The full data must be written out exactly, with every line included.

Dataset items

:::::

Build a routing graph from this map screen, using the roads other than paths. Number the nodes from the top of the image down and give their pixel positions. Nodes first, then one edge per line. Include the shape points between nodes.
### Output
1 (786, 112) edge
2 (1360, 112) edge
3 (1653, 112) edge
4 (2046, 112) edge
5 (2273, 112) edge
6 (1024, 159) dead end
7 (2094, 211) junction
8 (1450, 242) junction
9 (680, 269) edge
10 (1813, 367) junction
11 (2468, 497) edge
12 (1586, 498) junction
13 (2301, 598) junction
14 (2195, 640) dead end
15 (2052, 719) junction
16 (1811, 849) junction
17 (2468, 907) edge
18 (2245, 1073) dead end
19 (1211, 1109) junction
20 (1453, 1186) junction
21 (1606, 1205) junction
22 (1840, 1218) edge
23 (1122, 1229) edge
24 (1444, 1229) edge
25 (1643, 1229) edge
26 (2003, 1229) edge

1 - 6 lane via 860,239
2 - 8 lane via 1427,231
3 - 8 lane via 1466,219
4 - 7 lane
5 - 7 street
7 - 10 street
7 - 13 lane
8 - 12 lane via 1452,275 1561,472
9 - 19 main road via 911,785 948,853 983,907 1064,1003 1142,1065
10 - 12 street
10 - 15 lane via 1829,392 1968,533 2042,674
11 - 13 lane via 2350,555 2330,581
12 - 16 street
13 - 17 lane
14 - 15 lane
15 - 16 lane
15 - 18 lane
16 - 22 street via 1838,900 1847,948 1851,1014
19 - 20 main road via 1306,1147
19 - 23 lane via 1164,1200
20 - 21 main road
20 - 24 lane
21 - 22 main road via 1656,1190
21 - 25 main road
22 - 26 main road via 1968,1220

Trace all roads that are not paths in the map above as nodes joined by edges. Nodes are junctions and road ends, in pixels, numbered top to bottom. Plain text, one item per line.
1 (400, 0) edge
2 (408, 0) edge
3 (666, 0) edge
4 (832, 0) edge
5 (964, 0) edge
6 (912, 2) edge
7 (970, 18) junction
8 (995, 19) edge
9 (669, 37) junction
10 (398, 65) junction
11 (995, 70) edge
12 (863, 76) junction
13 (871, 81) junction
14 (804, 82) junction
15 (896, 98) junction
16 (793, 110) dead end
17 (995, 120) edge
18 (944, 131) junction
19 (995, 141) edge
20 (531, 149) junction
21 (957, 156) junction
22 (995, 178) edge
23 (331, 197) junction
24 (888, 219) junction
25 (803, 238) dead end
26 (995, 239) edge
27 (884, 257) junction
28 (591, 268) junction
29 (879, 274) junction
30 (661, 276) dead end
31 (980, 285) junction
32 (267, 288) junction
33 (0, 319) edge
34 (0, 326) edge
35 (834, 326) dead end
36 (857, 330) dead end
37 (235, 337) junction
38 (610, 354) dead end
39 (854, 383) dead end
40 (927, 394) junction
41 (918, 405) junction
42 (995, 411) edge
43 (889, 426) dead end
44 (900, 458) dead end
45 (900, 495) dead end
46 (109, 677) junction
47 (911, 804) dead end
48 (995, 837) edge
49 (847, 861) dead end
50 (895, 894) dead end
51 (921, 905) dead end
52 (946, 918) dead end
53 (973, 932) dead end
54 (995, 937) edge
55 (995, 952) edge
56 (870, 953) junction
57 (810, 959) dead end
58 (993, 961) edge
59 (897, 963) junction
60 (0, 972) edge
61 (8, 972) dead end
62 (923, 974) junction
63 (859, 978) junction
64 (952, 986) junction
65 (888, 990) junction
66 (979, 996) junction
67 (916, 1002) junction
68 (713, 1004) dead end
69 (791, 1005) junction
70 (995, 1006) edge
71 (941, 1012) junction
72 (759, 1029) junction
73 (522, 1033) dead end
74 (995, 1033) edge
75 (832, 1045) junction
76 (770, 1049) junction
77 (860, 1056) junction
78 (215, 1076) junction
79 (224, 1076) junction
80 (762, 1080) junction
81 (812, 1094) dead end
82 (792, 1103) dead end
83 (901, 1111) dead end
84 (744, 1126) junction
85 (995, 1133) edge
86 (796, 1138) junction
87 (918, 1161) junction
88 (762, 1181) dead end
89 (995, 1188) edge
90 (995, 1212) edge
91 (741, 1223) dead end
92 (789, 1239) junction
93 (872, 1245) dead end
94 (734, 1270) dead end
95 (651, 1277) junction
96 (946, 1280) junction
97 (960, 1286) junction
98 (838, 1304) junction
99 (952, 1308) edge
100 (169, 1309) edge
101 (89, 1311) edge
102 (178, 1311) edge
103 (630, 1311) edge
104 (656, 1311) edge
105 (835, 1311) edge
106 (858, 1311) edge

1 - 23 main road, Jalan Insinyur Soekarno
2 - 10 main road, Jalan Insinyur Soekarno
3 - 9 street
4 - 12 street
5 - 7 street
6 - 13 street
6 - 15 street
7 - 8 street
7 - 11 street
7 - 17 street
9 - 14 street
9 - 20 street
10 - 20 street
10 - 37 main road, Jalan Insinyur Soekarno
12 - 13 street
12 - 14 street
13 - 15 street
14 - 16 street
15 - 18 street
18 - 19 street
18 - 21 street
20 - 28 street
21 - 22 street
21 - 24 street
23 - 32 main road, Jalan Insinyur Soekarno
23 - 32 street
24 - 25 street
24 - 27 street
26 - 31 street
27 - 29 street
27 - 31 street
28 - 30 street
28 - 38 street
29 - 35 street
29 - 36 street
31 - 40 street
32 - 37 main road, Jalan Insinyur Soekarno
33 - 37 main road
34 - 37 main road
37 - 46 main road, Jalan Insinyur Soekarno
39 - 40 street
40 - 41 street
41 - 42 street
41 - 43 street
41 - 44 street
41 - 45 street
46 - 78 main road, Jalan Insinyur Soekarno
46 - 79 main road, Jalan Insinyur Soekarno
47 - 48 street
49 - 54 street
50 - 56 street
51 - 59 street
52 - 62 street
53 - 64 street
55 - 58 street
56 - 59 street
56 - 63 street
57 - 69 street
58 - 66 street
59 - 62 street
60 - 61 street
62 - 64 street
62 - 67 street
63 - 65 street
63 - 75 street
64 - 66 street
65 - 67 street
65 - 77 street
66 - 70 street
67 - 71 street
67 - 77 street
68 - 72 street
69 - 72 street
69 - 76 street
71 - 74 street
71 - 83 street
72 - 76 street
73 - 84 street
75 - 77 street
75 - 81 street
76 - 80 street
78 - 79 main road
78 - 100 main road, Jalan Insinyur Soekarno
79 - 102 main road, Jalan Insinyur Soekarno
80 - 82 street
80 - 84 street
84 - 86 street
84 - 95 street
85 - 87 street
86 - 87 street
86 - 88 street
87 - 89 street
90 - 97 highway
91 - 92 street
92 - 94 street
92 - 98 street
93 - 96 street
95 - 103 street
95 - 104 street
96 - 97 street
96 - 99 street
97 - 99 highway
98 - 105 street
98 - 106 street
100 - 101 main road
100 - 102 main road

:::::

▸ **Answer for the task**:
Build a routing graph from this map screen, using the roads other than paths. Number the nodes from the top of the image down and give their pixel positions. Nodes first, then one edge per line. Include the shape points between nodes.
### Output
1 (786, 112) edge
2 (1360, 112) edge
3 (1653, 112) edge
4 (2046, 112) edge
5 (2273, 112) edge
6 (1024, 159) dead end
7 (2094, 211) junction
8 (1450, 242) junction
9 (680, 269) edge
10 (1813, 367) junction
11 (2468, 497) edge
12 (1586, 498) junction
13 (2301, 598) junction
14 (2195, 640) dead end
15 (2052, 719) junction
16 (1811, 849) junction
17 (2468, 907) edge
18 (2245, 1073) dead end
19 (1211, 1109) junction
20 (1453, 1186) junction
21 (1606, 1205) junction
22 (1840, 1218) edge
23 (1122, 1229) edge
24 (1444, 1229) edge
25 (1643, 1229) edge
26 (2003, 1229) edge

1 - 6 lane via 860,239
2 - 8 lane via 1427,231
3 - 8 lane via 1466,219
4 - 7 lane
5 - 7 street
7 - 10 street
7 - 13 lane
8 - 12 lane via 1452,275 1561,472
9 - 19 main road via 911,785 948,853 983,907 1064,1003 1142,1065
10 - 12 street
10 - 15 lane via 1829,392 1968,533 2042,674
11 - 13 lane via 2350,555 2330,581
12 - 16 street
13 - 17 lane
14 - 15 lane
15 - 16 lane
15 - 18 lane
16 - 22 street via 1838,900 1847,948 1851,1014
19 - 20 main road via 1306,1147
19 - 23 lane via 1164,1200
20 - 21 main road
20 - 24 lane
21 - 22 main road via 1656,1190
21 - 25 main road
22 - 26 main road via 1968,1220

Trace all roads that are not paths in the map above as nodes joined by edges. Nodes are junctions and road ends, in pixels, numbered top to bottom. Plain text, one item per line.
1 (400, 0) edge
2 (408, 0) edge
3 (666, 0) edge
4 (832, 0) edge
5 (964, 0) edge
6 (912, 2) edge
7 (970, 18) junction
8 (995, 19) edge
9 (669, 37) junction
10 (398, 65) junction
11 (995, 70) edge
12 (863, 76) junction
13 (871, 81) junction
14 (804, 82) junction
15 (896, 98) junction
16 (793, 110) dead end
17 (995, 120) edge
18 (944, 131) junction
19 (995, 141) edge
20 (531, 149) junction
21 (957, 156) junction
22 (995, 178) edge
23 (331, 197) junction
24 (888, 219) junction
25 (803, 238) dead end
26 (995, 239) edge
27 (884, 257) junction
28 (591, 268) junction
29 (879, 274) junction
30 (661, 276) dead end
31 (980, 285) junction
32 (267, 288) junction
33 (0, 319) edge
34 (0, 326) edge
35 (834, 326) dead end
36 (857, 330) dead end
37 (235, 337) junction
38 (610, 354) dead end
39 (854, 383) dead end
40 (927, 394) junction
41 (918, 405) junction
42 (995, 411) edge
43 (889, 426) dead end
44 (900, 458) dead end
45 (900, 495) dead end
46 (109, 677) junction
47 (911, 804) dead end
48 (995, 837) edge
49 (847, 861) dead end
50 (895, 894) dead end
51 (921, 905) dead end
52 (946, 918) dead end
53 (973, 932) dead end
54 (995, 937) edge
55 (995, 952) edge
56 (870, 953) junction
57 (810, 959) dead end
58 (993, 961) edge
59 (897, 963) junction
60 (0, 972) edge
61 (8, 972) dead end
62 (923, 974) junction
63 (859, 978) junction
64 (952, 986) junction
65 (888, 990) junction
66 (979, 996) junction
67 (916, 1002) junction
68 (713, 1004) dead end
69 (791, 1005) junction
70 (995, 1006) edge
71 (941, 1012) junction
72 (759, 1029) junction
73 (522, 1033) dead end
74 (995, 1033) edge
75 (832, 1045) junction
76 (770, 1049) junction
77 (860, 1056) junction
78 (215, 1076) junction
79 (224, 1076) junction
80 (762, 1080) junction
81 (812, 1094) dead end
82 (792, 1103) dead end
83 (901, 1111) dead end
84 (744, 1126) junction
85 (995, 1133) edge
86 (796, 1138) junction
87 (918, 1161) junction
88 (762, 1181) dead end
89 (995, 1188) edge
90 (995, 1212) edge
91 (741, 1223) dead end
92 (789, 1239) junction
93 (872, 1245) dead end
94 (734, 1270) dead end
95 (651, 1277) junction
96 (946, 1280) junction
97 (960, 1286) junction
98 (838, 1304) junction
99 (952, 1308) edge
100 (169, 1309) edge
101 (89, 1311) edge
102 (178, 1311) edge
103 (630, 1311) edge
104 (656, 1311) edge
105 (835, 1311) edge
106 (858, 1311) edge

1 - 23 main road, Jalan Insinyur Soekarno
2 - 10 main road, Jalan Insinyur Soekarno
3 - 9 street
4 - 12 street
5 - 7 street
6 - 13 street
6 - 15 street
7 - 8 street
7 - 11 street
7 - 17 street
9 - 14 street
9 - 20 street
10 - 20 street
10 - 37 main road, Jalan Insinyur Soekarno
12 - 13 street
12 - 14 street
13 - 15 street
14 - 16 street
15 - 18 street
18 - 19 street
18 - 21 street
20 - 28 street
21 - 22 street
21 - 24 street
23 - 32 main road, Jalan Insinyur Soekarno
23 - 32 street
24 - 25 street
24 - 27 street
26 - 31 street
27 - 29 street
27 - 31 street
28 - 30 street
28 - 38 street
29 - 35 street
29 - 36 street
31 - 40 street
32 - 37 main road, Jalan Insinyur Soekarno
33 - 37 main road
34 - 37 main road
37 - 46 main road, Jalan Insinyur Soekarno
39 - 40 street
40 - 41 street
41 - 42 street
41 - 43 street
41 - 44 street
41 - 45 street
46 - 78 main road, Jalan Insinyur Soekarno
46 - 79 main road, Jalan Insinyur Soekarno
47 - 48 street
49 - 54 street
50 - 56 street
51 - 59 street
52 - 62 street
53 - 64 street
55 - 58 street
56 - 59 street
56 - 63 street
57 - 69 street
58 - 66 street
59 - 62 street
60 - 61 street
62 - 64 street
62 - 67 street
63 - 65 street
63 - 75 street
64 - 66 street
65 - 67 street
65 - 77 street
66 - 70 street
67 - 71 street
67 - 77 street
68 - 72 street
69 - 72 street
69 - 76 street
71 - 74 street
71 - 83 street
72 - 76 street
73 - 84 street
75 - 77 street
75 - 81 street
76 - 80 street
78 - 79 main road
78 - 100 main road, Jalan Insinyur Soekarno
79 - 102 main road, Jalan Insinyur Soekarno
80 - 82 street
80 - 84 street
84 - 86 street
84 - 95 street
85 - 87 street
86 - 87 street
86 - 88 street
87 - 89 street
90 - 97 highway
91 - 92 street
92 - 94 street
92 - 98 street
93 - 96 street
95 - 103 street
95 - 104 street
96 - 97 street
96 - 99 street
97 - 99 highway
98 - 105 street
98 - 106 street
100 - 101 main road
100 - 102 main road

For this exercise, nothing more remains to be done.